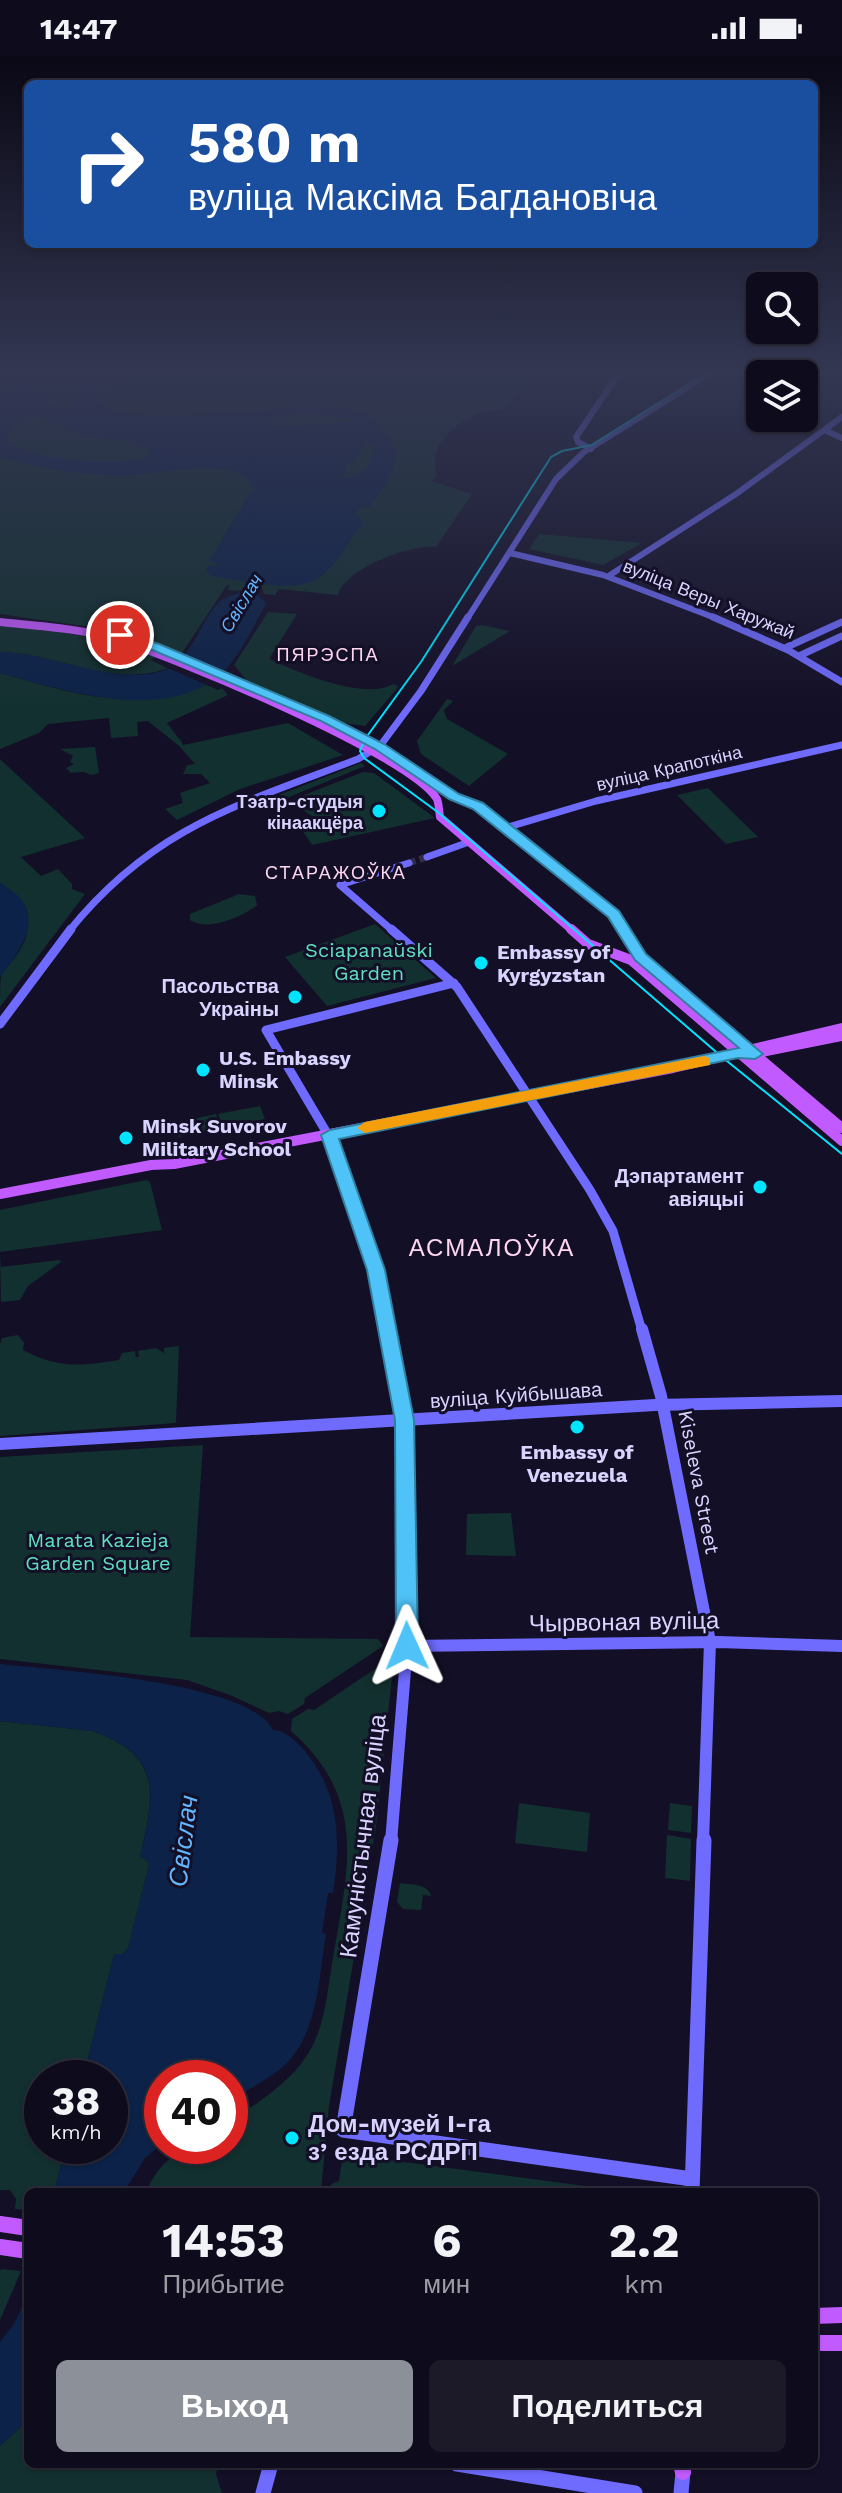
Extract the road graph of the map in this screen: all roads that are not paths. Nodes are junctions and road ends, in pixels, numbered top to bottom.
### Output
1 (551, 487) edge
2 (746, 487) edge
3 (510, 553) junction
4 (610, 575) junction
5 (0, 620) edge
6 (842, 622) edge
7 (842, 636) edge
8 (787, 647) junction
9 (801, 655) junction
10 (842, 672) edge
11 (830, 674) junction
12 (842, 682) edge
13 (842, 745) edge
14 (376, 749) junction
15 (505, 828) junction
16 (469, 842) junction
17 (427, 857) tunnel mouth
18 (409, 863) tunnel mouth
19 (638, 961) junction
20 (454, 983) junction
21 (0, 1024) edge
22 (842, 1028) edge
23 (842, 1036) edge
24 (780, 1048) junction
25 (747, 1052) junction
26 (772, 1069) junction
27 (529, 1095) junction
28 (842, 1128) edge
29 (330, 1135) junction
30 (842, 1141) edge
31 (159, 1166) junction
32 (0, 1194) edge
33 (0, 1200) edge
34 (842, 1401) edge
35 (663, 1405) junction
36 (405, 1420) junction
37 (0, 1444) edge
38 (710, 1642) junction
39 (407, 1646) junction
40 (842, 1646) edge
41 (692, 2186) edge
42 (0, 2224) edge
43 (24, 2228) edge
44 (0, 2247) edge
45 (23, 2251) edge
46 (842, 2315) edge
47 (818, 2316) edge
48 (818, 2343) edge
49 (842, 2343) edge
50 (270, 2468) edge
51 (482, 2468) edge
52 (683, 2468) edge
53 (263, 2493) edge
54 (635, 2493) edge
55 (681, 2493) edge

1 - 3 street
2 - 4 street
3 - 4 street, вуліца Веры Харужай
3 - 14 street
4 - 8 street, вуліца Веры Харужай
5 - 14 main road
6 - 8 street
7 - 9 street
8 - 9 street, вуліца Веры Харужай
9 - 11 street, вуліца Веры Харужай
10 - 11 street
11 - 12 street, вуліца Веры Харужай
13 - 15 street, вуліца Крапоткіна
14 - 15 main road
14 - 16 main road
14 - 21 street
15 - 19 main road
16 - 17 street
16 - 19 main road
18 - 20 street, Kiseleva Street
19 - 25 main road
20 - 27 street, Kiseleva Street
20 - 29 street, Камуністычная вуліца
22 - 25 main road
23 - 24 main road
24 - 25 main road
24 - 26 main road
25 - 26 main road
25 - 27 main road
25 - 30 main road
26 - 28 main road
27 - 29 main road
27 - 35 street, Kiseleva Street
29 - 31 main road
29 - 36 street, Камуністычная вуліца
31 - 32 main road
31 - 33 main road
34 - 35 street, вуліца Куйбышава
35 - 36 street, вуліца Куйбышава
35 - 38 street, Kiseleva Street
36 - 37 street, вуліца Куйбышава
36 - 39 street, Камуністычная вуліца
38 - 39 street, Чырвоная вуліца
38 - 40 street, Чырвоная вуліца
38 - 41 street, Kiseleva Street
39 - 41 street, Камуністычная вуліца
42 - 43 main road
44 - 45 main road
46 - 47 main road
48 - 49 main road
50 - 53 street
51 - 54 street
52 - 55 street

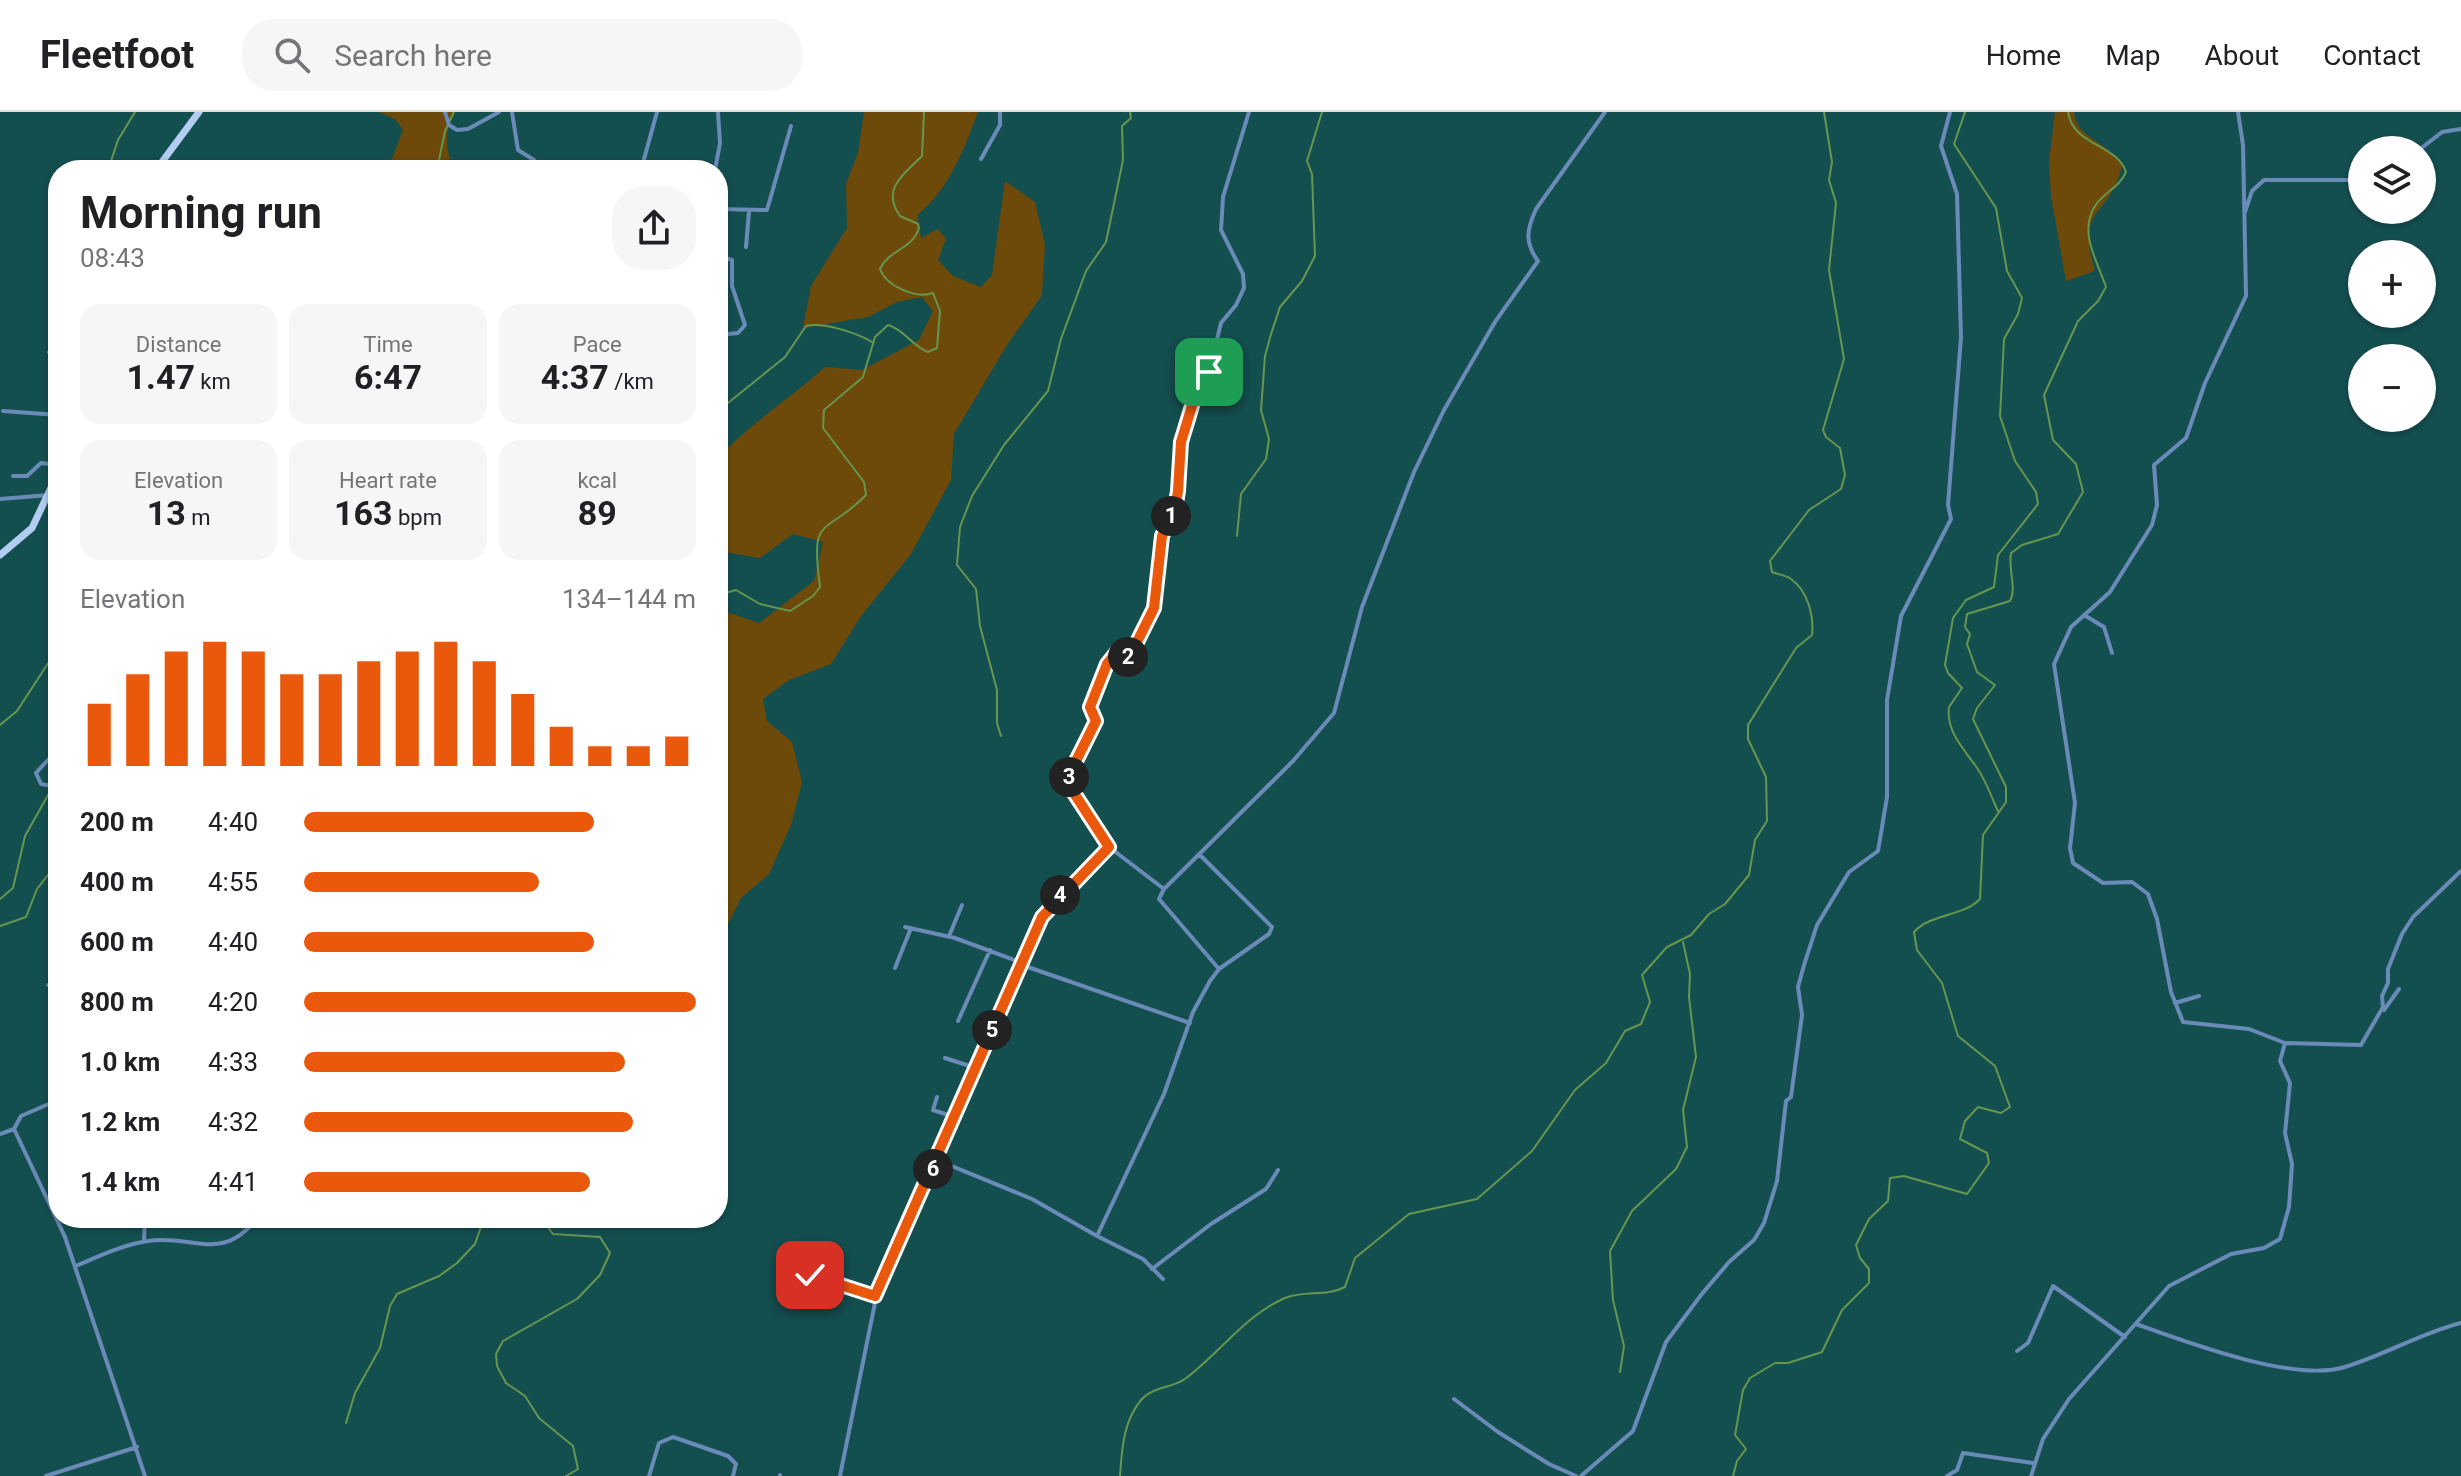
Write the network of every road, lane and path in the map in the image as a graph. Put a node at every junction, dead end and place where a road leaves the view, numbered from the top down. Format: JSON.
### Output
{"nodes":[{"id":1,"x":199,"y":112,"type":"edge"},
{"id":2,"x":445,"y":112,"type":"edge"},
{"id":3,"x":499,"y":112,"type":"edge"},
{"id":4,"x":512,"y":112,"type":"edge"},
{"id":5,"x":657,"y":112,"type":"edge"},
{"id":6,"x":718,"y":112,"type":"edge"},
{"id":7,"x":1000,"y":112,"type":"edge"},
{"id":8,"x":1249,"y":112,"type":"edge"},
{"id":9,"x":1605,"y":112,"type":"edge"},
{"id":10,"x":1950,"y":112,"type":"edge"},
{"id":11,"x":2238,"y":112,"type":"edge"},
{"id":12,"x":791,"y":126,"type":"dead end"},
{"id":13,"x":2461,"y":129,"type":"edge"},
{"id":14,"x":2436,"y":137,"type":"edge"},
{"id":15,"x":981,"y":159,"type":"dead end"},
{"id":16,"x":163,"y":160,"type":"edge"},
{"id":17,"x":534,"y":160,"type":"edge"},
{"id":18,"x":644,"y":160,"type":"edge"},
{"id":19,"x":717,"y":160,"type":"edge"},
{"id":20,"x":2348,"y":180,"type":"edge"},
{"id":21,"x":728,"y":210,"type":"edge"},
{"id":22,"x":749,"y":212,"type":"junction"},
{"id":23,"x":2244,"y":214,"type":"junction"},
{"id":24,"x":746,"y":247,"type":"dead end"},
{"id":25,"x":728,"y":259,"type":"edge"},
{"id":26,"x":728,"y":334,"type":"edge"},
{"id":27,"x":3,"y":411,"type":"dead end"},
{"id":28,"x":48,"y":414,"type":"edge"},
{"id":29,"x":48,"y":464,"type":"edge"},
{"id":30,"x":13,"y":476,"type":"dead end"},
{"id":31,"x":48,"y":495,"type":"edge"},
{"id":32,"x":48,"y":497,"type":"edge"},
{"id":33,"x":0,"y":499,"type":"edge"},
{"id":34,"x":0,"y":555,"type":"edge"},
{"id":35,"x":2084,"y":615,"type":"junction"},
{"id":36,"x":2112,"y":653,"type":"dead end"},
{"id":37,"x":48,"y":760,"type":"edge"},
{"id":38,"x":48,"y":785,"type":"edge"},
{"id":39,"x":1109,"y":847,"type":"junction"},
{"id":40,"x":1199,"y":854,"type":"junction"},
{"id":41,"x":2461,"y":871,"type":"edge"},
{"id":42,"x":1164,"y":889,"type":"junction"},
{"id":43,"x":962,"y":905,"type":"dead end"},
{"id":44,"x":949,"y":937,"type":"junction"},
{"id":45,"x":990,"y":949,"type":"junction"},
{"id":46,"x":1019,"y":963,"type":"junction"},
{"id":47,"x":895,"y":968,"type":"dead end"},
{"id":48,"x":1219,"y":969,"type":"junction"},
{"id":49,"x":2399,"y":989,"type":"dead end"},
{"id":50,"x":2199,"y":996,"type":"dead end"},
{"id":51,"x":2175,"y":1003,"type":"junction"},
{"id":52,"x":2380,"y":1012,"type":"junction"},
{"id":53,"x":958,"y":1021,"type":"dead end"},
{"id":54,"x":1190,"y":1023,"type":"junction"},
{"id":55,"x":2285,"y":1043,"type":"junction"},
{"id":56,"x":945,"y":1058,"type":"dead end"},
{"id":57,"x":976,"y":1068,"type":"junction"},
{"id":58,"x":937,"y":1097,"type":"dead end"},
{"id":59,"x":48,"y":1104,"type":"edge"},
{"id":60,"x":954,"y":1117,"type":"junction"},
{"id":61,"x":14,"y":1129,"type":"junction"},
{"id":62,"x":0,"y":1134,"type":"edge"},
{"id":63,"x":937,"y":1160,"type":"junction"},
{"id":64,"x":1278,"y":1170,"type":"dead end"},
{"id":65,"x":48,"y":1204,"type":"edge"},
{"id":66,"x":59,"y":1228,"type":"edge"},
{"id":67,"x":145,"y":1228,"type":"edge"},
{"id":68,"x":248,"y":1228,"type":"edge"},
{"id":69,"x":1097,"y":1236,"type":"junction"},
{"id":70,"x":144,"y":1241,"type":"junction"},
{"id":71,"x":76,"y":1266,"type":"junction"},
{"id":72,"x":797,"y":1266,"type":"dead end"},
{"id":73,"x":1152,"y":1269,"type":"junction"},
{"id":74,"x":1163,"y":1279,"type":"dead end"},
{"id":75,"x":875,"y":1296,"type":"junction"},
{"id":76,"x":2461,"y":1323,"type":"edge"},
{"id":77,"x":2136,"y":1324,"type":"junction"},
{"id":78,"x":2125,"y":1337,"type":"junction"},
{"id":79,"x":2017,"y":1351,"type":"dead end"},
{"id":80,"x":1454,"y":1399,"type":"dead end"},
{"id":81,"x":137,"y":1447,"type":"junction"},
{"id":82,"x":2033,"y":1463,"type":"junction"},
{"id":83,"x":46,"y":1476,"type":"edge"},
{"id":84,"x":145,"y":1476,"type":"edge"},
{"id":85,"x":649,"y":1476,"type":"edge"},
{"id":86,"x":733,"y":1476,"type":"edge"},
{"id":87,"x":840,"y":1476,"type":"edge"},
{"id":88,"x":1578,"y":1476,"type":"edge"},
{"id":89,"x":1947,"y":1476,"type":"edge"},
{"id":90,"x":2031,"y":1476,"type":"edge"}],
"edges":[{"from":1,"to":16,"type":"main road"},
{"from":2,"to":3,"type":"street"},
{"from":4,"to":17,"type":"street"},
{"from":5,"to":18,"type":"street"},
{"from":6,"to":19,"type":"street"},
{"from":7,"to":15,"type":"street"},
{"from":8,"to":39,"type":"street"},
{"from":9,"to":40,"type":"street"},
{"from":10,"to":88,"type":"street"},
{"from":11,"to":23,"type":"street"},
{"from":12,"to":22,"type":"street"},
{"from":13,"to":14,"type":"street"},
{"from":20,"to":23,"type":"street"},
{"from":21,"to":22,"type":"street"},
{"from":22,"to":24,"type":"street"},
{"from":23,"to":35,"type":"street"},
{"from":25,"to":26,"type":"street"},
{"from":27,"to":28,"type":"street"},
{"from":29,"to":30,"type":"street"},
{"from":31,"to":33,"type":"street"},
{"from":32,"to":34,"type":"main road"},
{"from":35,"to":36,"type":"street"},
{"from":35,"to":51,"type":"street"},
{"from":37,"to":38,"type":"street"},
{"from":39,"to":42,"type":"street"},
{"from":39,"to":46,"type":"street"},
{"from":40,"to":42,"type":"street"},
{"from":40,"to":48,"type":"street"},
{"from":41,"to":52,"type":"street"},
{"from":42,"to":48,"type":"street"},
{"from":43,"to":44,"type":"street"},
{"from":44,"to":45,"type":"street"},
{"from":44,"to":47,"type":"street"},
{"from":45,"to":46,"type":"street"},
{"from":45,"to":53,"type":"street"},
{"from":46,"to":54,"type":"street"},
{"from":46,"to":57,"type":"street"},
{"from":48,"to":54,"type":"street"},
{"from":49,"to":52,"type":"street"},
{"from":50,"to":51,"type":"street"},
{"from":51,"to":55,"type":"street"},
{"from":52,"to":55,"type":"street"},
{"from":54,"to":69,"type":"street"},
{"from":55,"to":77,"type":"street"},
{"from":56,"to":57,"type":"street"},
{"from":57,"to":60,"type":"street"},
{"from":58,"to":60,"type":"street"},
{"from":59,"to":61,"type":"street"},
{"from":60,"to":63,"type":"street"},
{"from":61,"to":62,"type":"street"},
{"from":61,"to":65,"type":"street"},
{"from":63,"to":69,"type":"street"},
{"from":63,"to":75,"type":"street"},
{"from":64,"to":73,"type":"street"},
{"from":66,"to":71,"type":"street"},
{"from":67,"to":70,"type":"street"},
{"from":68,"to":70,"type":"street"},
{"from":69,"to":73,"type":"street"},
{"from":70,"to":71,"type":"street"},
{"from":71,"to":81,"type":"street"},
{"from":72,"to":75,"type":"street"},
{"from":73,"to":74,"type":"street"},
{"from":75,"to":87,"type":"street"},
{"from":76,"to":77,"type":"street"},
{"from":77,"to":78,"type":"street"},
{"from":78,"to":79,"type":"street"},
{"from":78,"to":82,"type":"street"},
{"from":80,"to":88,"type":"street"},
{"from":81,"to":83,"type":"street"},
{"from":81,"to":84,"type":"street"},
{"from":82,"to":89,"type":"street"},
{"from":82,"to":90,"type":"street"},
{"from":85,"to":86,"type":"street"}]}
§
AIM OF THE TASK:
Count the lines above that contain the word "numbered". Write only the number.

RESPONSE AREA:
2